§ **DESCRIPTION OF THE TASK**: Search the material below for the string "Kubvumbi" and copy each line where it appears.

§ **INPUT MATERIAL**:
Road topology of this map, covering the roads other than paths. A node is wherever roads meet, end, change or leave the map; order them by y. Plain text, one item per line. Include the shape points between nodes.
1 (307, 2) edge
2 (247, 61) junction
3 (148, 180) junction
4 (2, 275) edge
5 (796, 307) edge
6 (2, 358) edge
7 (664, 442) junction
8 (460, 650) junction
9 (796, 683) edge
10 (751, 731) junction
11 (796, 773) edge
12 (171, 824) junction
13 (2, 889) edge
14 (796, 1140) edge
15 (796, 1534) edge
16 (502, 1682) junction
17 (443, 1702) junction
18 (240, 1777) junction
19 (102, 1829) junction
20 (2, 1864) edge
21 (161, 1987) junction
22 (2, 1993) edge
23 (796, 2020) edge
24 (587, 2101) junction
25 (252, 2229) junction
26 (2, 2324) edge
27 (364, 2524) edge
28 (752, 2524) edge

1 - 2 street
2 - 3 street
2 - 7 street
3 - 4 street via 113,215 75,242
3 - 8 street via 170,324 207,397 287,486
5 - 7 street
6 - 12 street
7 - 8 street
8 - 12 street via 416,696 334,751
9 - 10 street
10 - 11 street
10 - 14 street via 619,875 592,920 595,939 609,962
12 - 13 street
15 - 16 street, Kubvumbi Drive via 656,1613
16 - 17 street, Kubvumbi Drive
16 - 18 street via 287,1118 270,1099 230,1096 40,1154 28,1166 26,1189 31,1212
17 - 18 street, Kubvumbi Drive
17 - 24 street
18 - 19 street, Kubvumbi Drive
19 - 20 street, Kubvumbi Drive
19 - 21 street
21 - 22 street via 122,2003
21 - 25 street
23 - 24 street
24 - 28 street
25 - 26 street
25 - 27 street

§ **SOLUTION BELOW**:
15 - 16 street, Kubvumbi Drive via 656,1613
16 - 17 street, Kubvumbi Drive
17 - 18 street, Kubvumbi Drive
18 - 19 street, Kubvumbi Drive
19 - 20 street, Kubvumbi Drive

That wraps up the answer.